Details from the recently leaked Windows 8 Milestone 1 (M1) Build 7850 indicate that in the upcoming iteration of the operating system customers will be able to use their email address for their Windows accounts.
Personally, I’m expecting the software giant to tie together Windows 8 with the next version of Windows Live, Hotmail included, but to be less friendly toward third-party email providers, although the Redmond company could prove me wrong.
I’ve included a screenshot from Windows 8 M1 in this article, courtesy of our friends at Windows8Italia, and there are two pieces of information that I’d like to highlight.
“An email account is not required to use Windows but it makes it easy to access your personalization, favorites and content on any computer.”
“Windows 8 can use an online email account as your Windows account for enhanced personalization experiences. Using your email account makes Windows come alive with activities you care about.”
Essentially, Windows 8 will feature Connected Accounts, which means that the Cloud will get a great deal of importance when it comes down to user accounts in the next generation of the Windows client.
With Connected Accounts, users will be able to take their settings, customizations, favorites, as well as synchronized content anywhere, to any machine running Windows 8, as long as they leverage their online identities to sign into the platform.

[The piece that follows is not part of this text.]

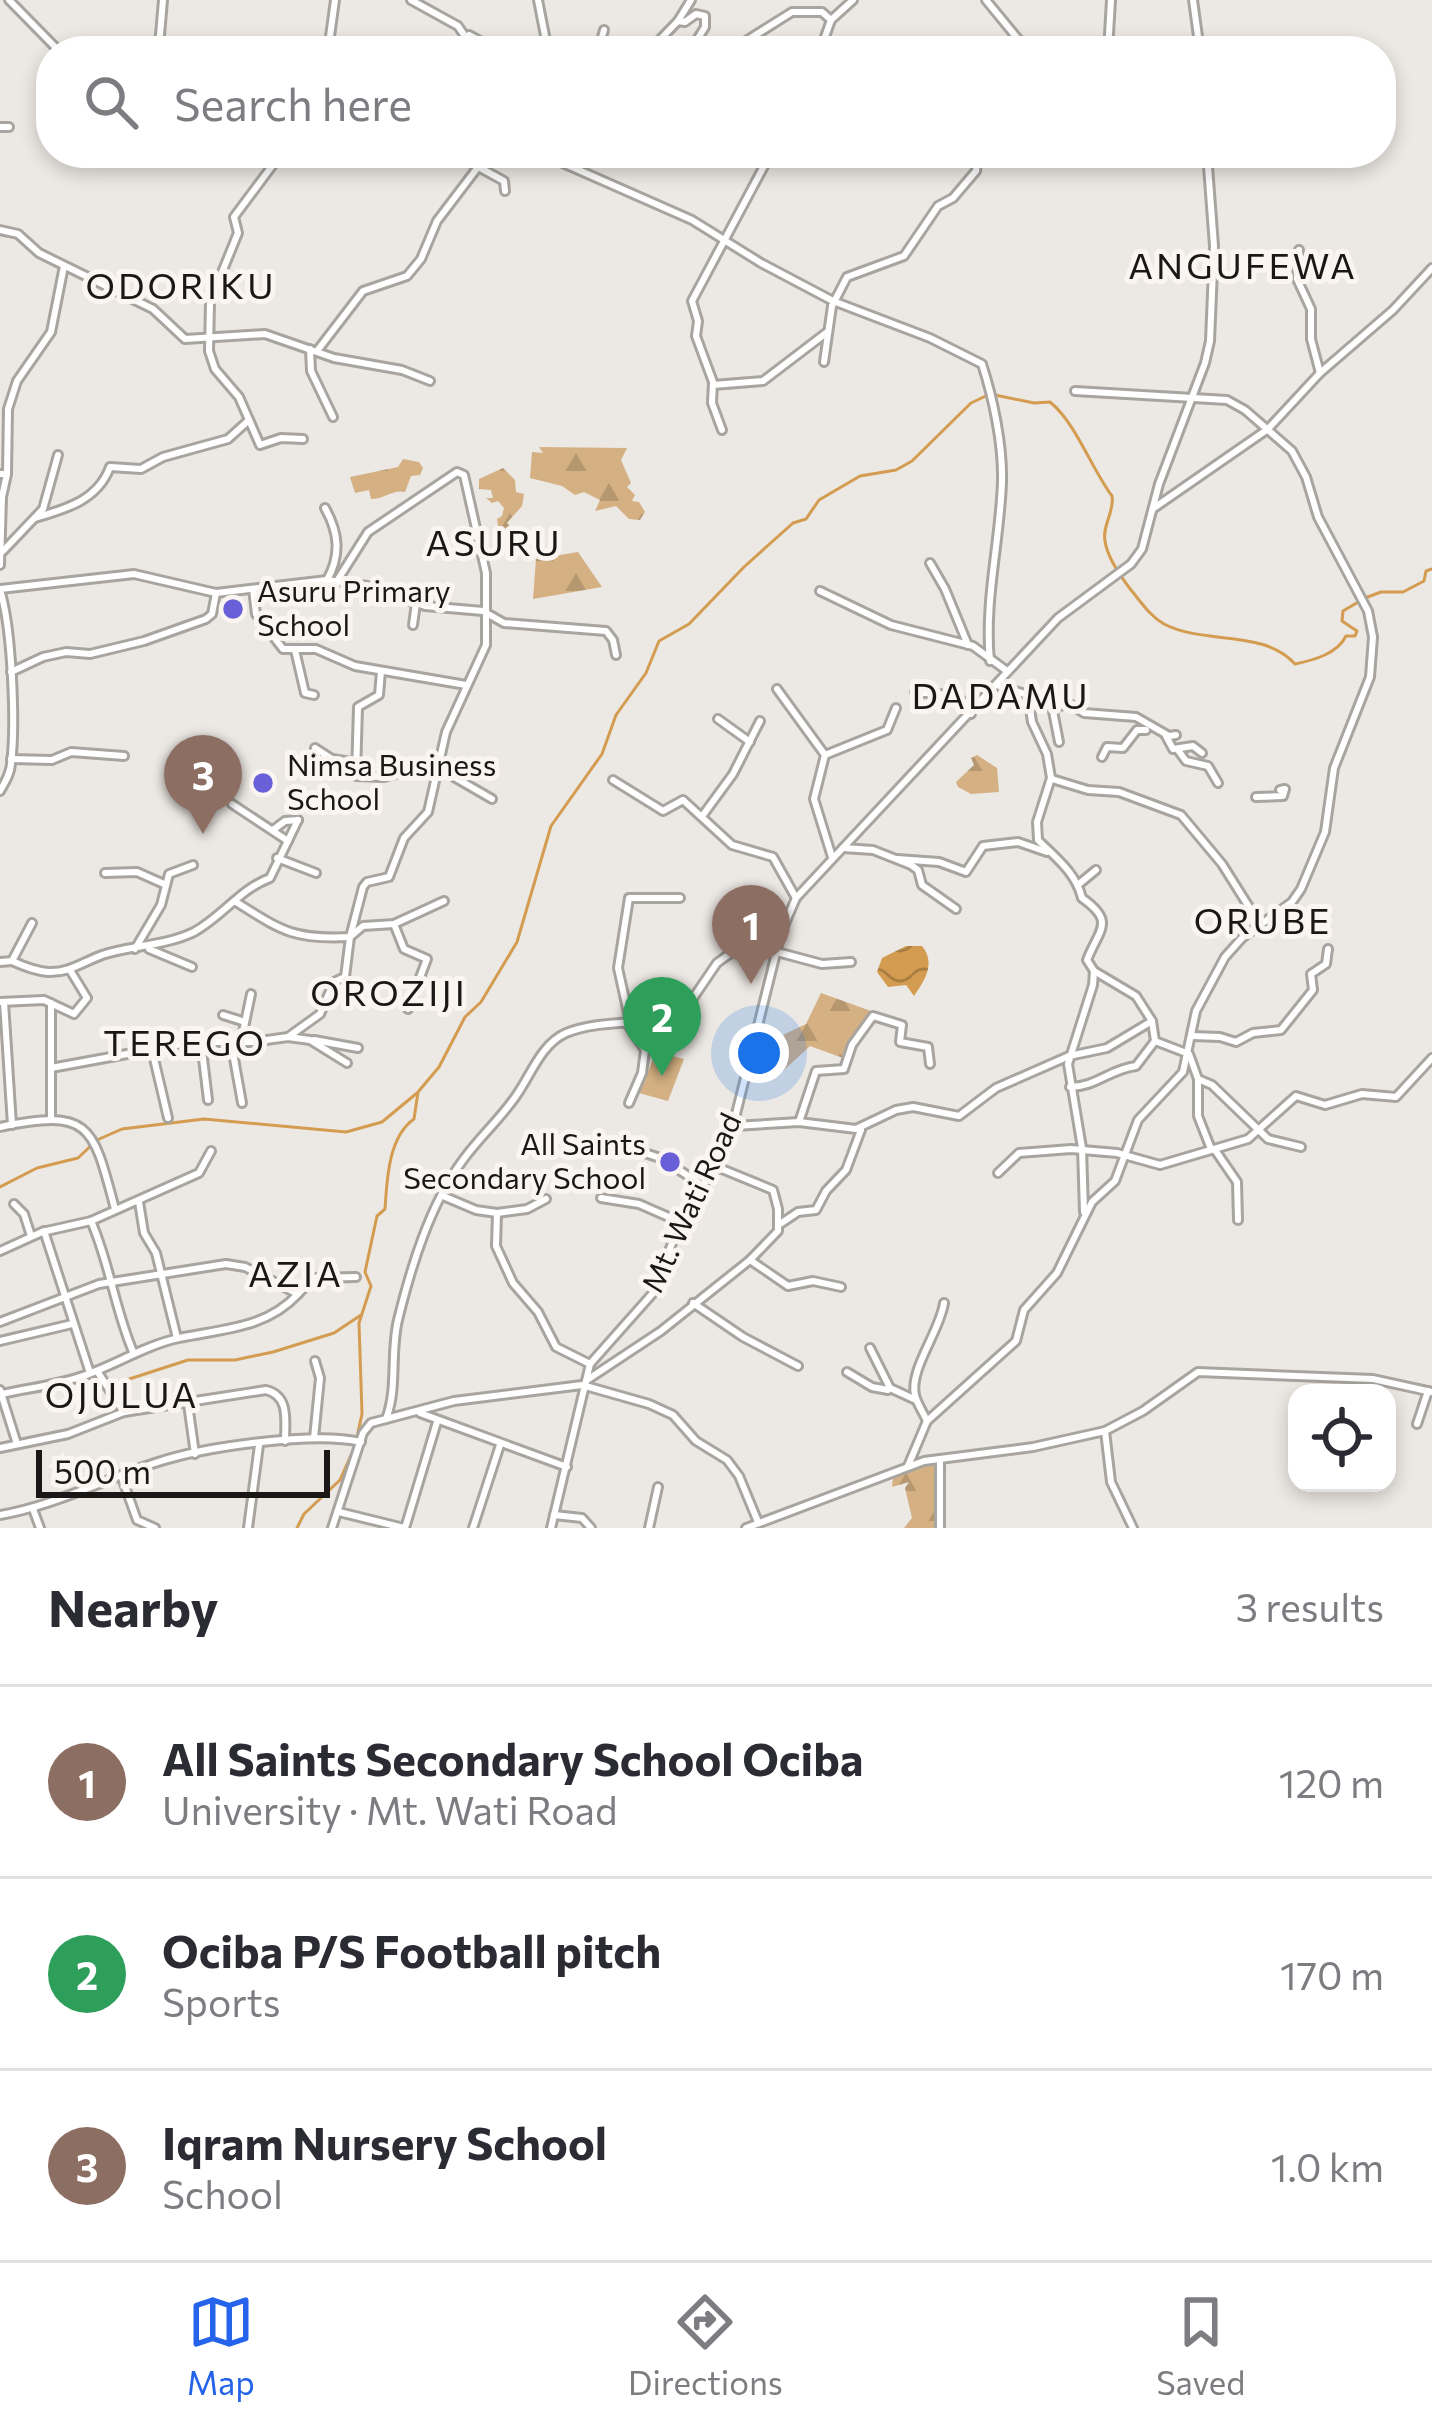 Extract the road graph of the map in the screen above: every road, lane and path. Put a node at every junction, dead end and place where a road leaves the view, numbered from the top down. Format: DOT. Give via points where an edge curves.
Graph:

Windows8Italia also discovered new Cloud-related features in the successor of Windows 7, including: Mobile Broadband Account Experience, File Server Resource Manager, and Setting Synchronization.
The items mentioned above have yet to be detailed by Microsoft, but it appears they will deal with Cloud login, Cloud synchronization of files, and the synching of personalization options and settings.
I expect the software giant to take integration between Windows Live vNext and Windows 8 to the next level, especially around services such as Mesh and SkyDrive.
But I cannot stress this enough. If Microsoft does integrate Windows Live Mesh and SkyDrive into Windows 8, it needs to do it right.
The desktop and the Cloud should blend seamlessly and not feel like disparate solutions. And Windows Explorer should have Cloud folders but should allow synchronization and sharing of individual files, not just folders.
It’s also obvious that the existent 5GB limit for synching in Windows Live Mesh needs to be bumped at least to the maximum Windows Live SkyDrive storage limit, isn’t it?